These records are to be written out exactly as they read, minus the pictures.

DATASET START

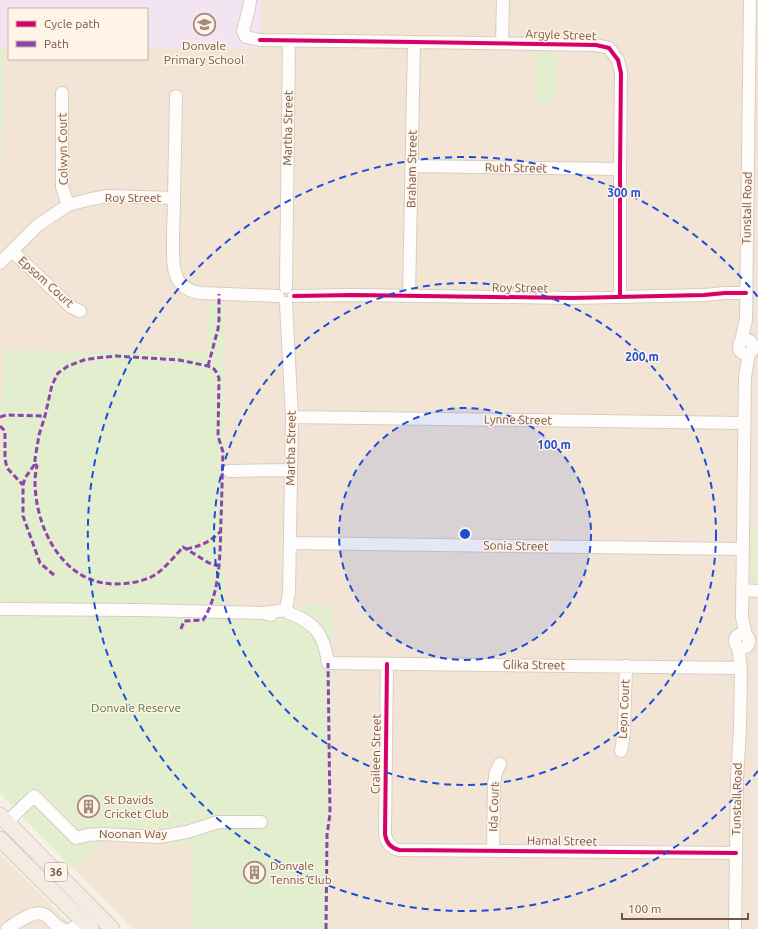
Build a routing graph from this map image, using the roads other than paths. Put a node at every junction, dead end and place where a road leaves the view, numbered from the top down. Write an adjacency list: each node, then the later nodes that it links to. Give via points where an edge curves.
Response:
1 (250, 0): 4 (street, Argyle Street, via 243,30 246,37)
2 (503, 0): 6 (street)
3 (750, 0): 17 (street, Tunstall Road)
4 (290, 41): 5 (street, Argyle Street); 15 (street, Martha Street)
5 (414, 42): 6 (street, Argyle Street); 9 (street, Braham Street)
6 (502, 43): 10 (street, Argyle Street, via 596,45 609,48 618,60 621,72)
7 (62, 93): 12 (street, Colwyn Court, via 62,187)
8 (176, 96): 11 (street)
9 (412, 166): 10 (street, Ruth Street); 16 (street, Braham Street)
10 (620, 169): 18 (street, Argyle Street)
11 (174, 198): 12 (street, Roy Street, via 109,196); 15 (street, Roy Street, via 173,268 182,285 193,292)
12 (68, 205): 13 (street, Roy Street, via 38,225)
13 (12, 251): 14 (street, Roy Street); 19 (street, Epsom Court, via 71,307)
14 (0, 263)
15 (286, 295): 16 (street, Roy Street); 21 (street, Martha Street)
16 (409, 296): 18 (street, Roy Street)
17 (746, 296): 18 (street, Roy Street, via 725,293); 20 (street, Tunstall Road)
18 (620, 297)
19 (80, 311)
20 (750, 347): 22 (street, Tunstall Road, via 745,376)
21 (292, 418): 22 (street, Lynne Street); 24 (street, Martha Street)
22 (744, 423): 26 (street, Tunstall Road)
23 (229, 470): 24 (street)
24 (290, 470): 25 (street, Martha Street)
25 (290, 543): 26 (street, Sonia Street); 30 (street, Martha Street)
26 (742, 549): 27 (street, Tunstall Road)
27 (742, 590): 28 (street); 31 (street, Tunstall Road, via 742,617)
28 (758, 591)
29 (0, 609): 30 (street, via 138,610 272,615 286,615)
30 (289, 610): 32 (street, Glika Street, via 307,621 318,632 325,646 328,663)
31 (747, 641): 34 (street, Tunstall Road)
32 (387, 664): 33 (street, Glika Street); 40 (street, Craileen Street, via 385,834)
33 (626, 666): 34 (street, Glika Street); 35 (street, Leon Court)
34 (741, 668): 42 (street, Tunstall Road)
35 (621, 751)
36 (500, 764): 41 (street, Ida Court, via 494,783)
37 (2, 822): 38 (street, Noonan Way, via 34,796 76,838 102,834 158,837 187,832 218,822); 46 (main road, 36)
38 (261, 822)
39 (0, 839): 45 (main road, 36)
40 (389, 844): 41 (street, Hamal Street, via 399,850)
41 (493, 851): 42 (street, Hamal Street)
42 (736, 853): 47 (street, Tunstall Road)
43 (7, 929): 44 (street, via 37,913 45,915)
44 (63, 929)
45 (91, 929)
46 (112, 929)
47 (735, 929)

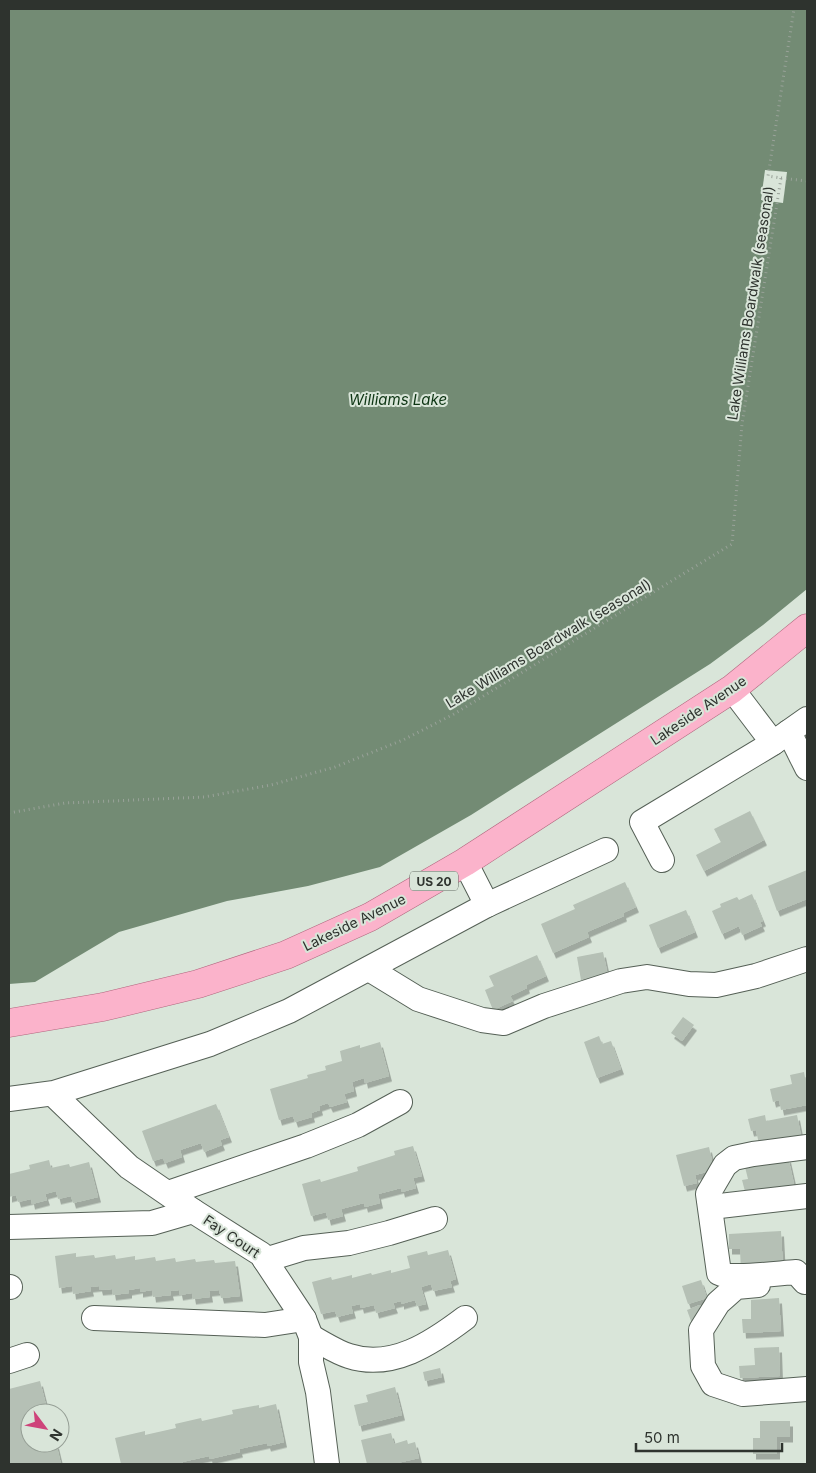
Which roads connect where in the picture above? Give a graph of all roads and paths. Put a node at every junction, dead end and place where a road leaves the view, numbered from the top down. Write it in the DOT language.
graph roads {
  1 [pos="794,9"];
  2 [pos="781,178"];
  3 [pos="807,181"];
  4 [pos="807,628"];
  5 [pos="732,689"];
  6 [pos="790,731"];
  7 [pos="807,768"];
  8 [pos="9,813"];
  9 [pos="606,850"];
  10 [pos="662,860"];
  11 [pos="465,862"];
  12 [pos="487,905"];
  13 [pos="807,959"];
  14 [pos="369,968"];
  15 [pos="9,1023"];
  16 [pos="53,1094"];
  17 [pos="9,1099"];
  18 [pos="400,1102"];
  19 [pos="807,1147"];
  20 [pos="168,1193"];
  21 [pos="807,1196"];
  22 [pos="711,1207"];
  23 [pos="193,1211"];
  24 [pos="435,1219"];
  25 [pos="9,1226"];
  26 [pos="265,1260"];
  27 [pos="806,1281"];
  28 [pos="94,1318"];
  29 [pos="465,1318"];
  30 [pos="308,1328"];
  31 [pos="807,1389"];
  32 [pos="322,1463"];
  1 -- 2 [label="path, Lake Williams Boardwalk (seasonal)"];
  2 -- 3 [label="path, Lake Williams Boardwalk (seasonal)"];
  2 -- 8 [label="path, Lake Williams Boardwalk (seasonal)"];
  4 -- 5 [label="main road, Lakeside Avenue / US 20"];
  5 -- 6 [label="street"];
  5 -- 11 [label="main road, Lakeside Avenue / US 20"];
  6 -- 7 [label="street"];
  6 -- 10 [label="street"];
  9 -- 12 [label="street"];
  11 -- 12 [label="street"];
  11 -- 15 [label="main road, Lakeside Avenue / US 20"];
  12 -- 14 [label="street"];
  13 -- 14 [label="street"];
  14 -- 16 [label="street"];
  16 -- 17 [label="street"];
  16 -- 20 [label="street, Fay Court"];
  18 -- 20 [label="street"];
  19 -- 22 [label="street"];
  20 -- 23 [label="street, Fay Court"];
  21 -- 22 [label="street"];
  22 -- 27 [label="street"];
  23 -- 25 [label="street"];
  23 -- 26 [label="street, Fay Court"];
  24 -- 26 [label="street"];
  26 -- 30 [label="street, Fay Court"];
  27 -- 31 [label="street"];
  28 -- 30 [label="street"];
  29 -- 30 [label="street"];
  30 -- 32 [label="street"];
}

DATASET END

▶ [TASK ANSWER]:
Build a routing graph from this map image, using the roads other than paths. Put a node at every junction, dead end and place where a road leaves the view, numbered from the top down. Write an adjacency list: each node, then the later nodes that it links to. Give via points where an edge curves.
Response:
1 (250, 0): 4 (street, Argyle Street, via 243,30 246,37)
2 (503, 0): 6 (street)
3 (750, 0): 17 (street, Tunstall Road)
4 (290, 41): 5 (street, Argyle Street); 15 (street, Martha Street)
5 (414, 42): 6 (street, Argyle Street); 9 (street, Braham Street)
6 (502, 43): 10 (street, Argyle Street, via 596,45 609,48 618,60 621,72)
7 (62, 93): 12 (street, Colwyn Court, via 62,187)
8 (176, 96): 11 (street)
9 (412, 166): 10 (street, Ruth Street); 16 (street, Braham Street)
10 (620, 169): 18 (street, Argyle Street)
11 (174, 198): 12 (street, Roy Street, via 109,196); 15 (street, Roy Street, via 173,268 182,285 193,292)
12 (68, 205): 13 (street, Roy Street, via 38,225)
13 (12, 251): 14 (street, Roy Street); 19 (street, Epsom Court, via 71,307)
14 (0, 263)
15 (286, 295): 16 (street, Roy Street); 21 (street, Martha Street)
16 (409, 296): 18 (street, Roy Street)
17 (746, 296): 18 (street, Roy Street, via 725,293); 20 (street, Tunstall Road)
18 (620, 297)
19 (80, 311)
20 (750, 347): 22 (street, Tunstall Road, via 745,376)
21 (292, 418): 22 (street, Lynne Street); 24 (street, Martha Street)
22 (744, 423): 26 (street, Tunstall Road)
23 (229, 470): 24 (street)
24 (290, 470): 25 (street, Martha Street)
25 (290, 543): 26 (street, Sonia Street); 30 (street, Martha Street)
26 (742, 549): 27 (street, Tunstall Road)
27 (742, 590): 28 (street); 31 (street, Tunstall Road, via 742,617)
28 (758, 591)
29 (0, 609): 30 (street, via 138,610 272,615 286,615)
30 (289, 610): 32 (street, Glika Street, via 307,621 318,632 325,646 328,663)
31 (747, 641): 34 (street, Tunstall Road)
32 (387, 664): 33 (street, Glika Street); 40 (street, Craileen Street, via 385,834)
33 (626, 666): 34 (street, Glika Street); 35 (street, Leon Court)
34 (741, 668): 42 (street, Tunstall Road)
35 (621, 751)
36 (500, 764): 41 (street, Ida Court, via 494,783)
37 (2, 822): 38 (street, Noonan Way, via 34,796 76,838 102,834 158,837 187,832 218,822); 46 (main road, 36)
38 (261, 822)
39 (0, 839): 45 (main road, 36)
40 (389, 844): 41 (street, Hamal Street, via 399,850)
41 (493, 851): 42 (street, Hamal Street)
42 (736, 853): 47 (street, Tunstall Road)
43 (7, 929): 44 (street, via 37,913 45,915)
44 (63, 929)
45 (91, 929)
46 (112, 929)
47 (735, 929)

Which roads connect where in the picture above? Give a graph of all roads and paths. Put a node at every junction, dead end and place where a road leaves the view, numbered from the top down. Write it in the DOT language.
graph roads {
  1 [pos="794,9"];
  2 [pos="781,178"];
  3 [pos="807,181"];
  4 [pos="807,628"];
  5 [pos="732,689"];
  6 [pos="790,731"];
  7 [pos="807,768"];
  8 [pos="9,813"];
  9 [pos="606,850"];
  10 [pos="662,860"];
  11 [pos="465,862"];
  12 [pos="487,905"];
  13 [pos="807,959"];
  14 [pos="369,968"];
  15 [pos="9,1023"];
  16 [pos="53,1094"];
  17 [pos="9,1099"];
  18 [pos="400,1102"];
  19 [pos="807,1147"];
  20 [pos="168,1193"];
  21 [pos="807,1196"];
  22 [pos="711,1207"];
  23 [pos="193,1211"];
  24 [pos="435,1219"];
  25 [pos="9,1226"];
  26 [pos="265,1260"];
  27 [pos="806,1281"];
  28 [pos="94,1318"];
  29 [pos="465,1318"];
  30 [pos="308,1328"];
  31 [pos="807,1389"];
  32 [pos="322,1463"];
  1 -- 2 [label="path, Lake Williams Boardwalk (seasonal)"];
  2 -- 3 [label="path, Lake Williams Boardwalk (seasonal)"];
  2 -- 8 [label="path, Lake Williams Boardwalk (seasonal)"];
  4 -- 5 [label="main road, Lakeside Avenue / US 20"];
  5 -- 6 [label="street"];
  5 -- 11 [label="main road, Lakeside Avenue / US 20"];
  6 -- 7 [label="street"];
  6 -- 10 [label="street"];
  9 -- 12 [label="street"];
  11 -- 12 [label="street"];
  11 -- 15 [label="main road, Lakeside Avenue / US 20"];
  12 -- 14 [label="street"];
  13 -- 14 [label="street"];
  14 -- 16 [label="street"];
  16 -- 17 [label="street"];
  16 -- 20 [label="street, Fay Court"];
  18 -- 20 [label="street"];
  19 -- 22 [label="street"];
  20 -- 23 [label="street, Fay Court"];
  21 -- 22 [label="street"];
  22 -- 27 [label="street"];
  23 -- 25 [label="street"];
  23 -- 26 [label="street, Fay Court"];
  24 -- 26 [label="street"];
  26 -- 30 [label="street, Fay Court"];
  27 -- 31 [label="street"];
  28 -- 30 [label="street"];
  29 -- 30 [label="street"];
  30 -- 32 [label="street"];
}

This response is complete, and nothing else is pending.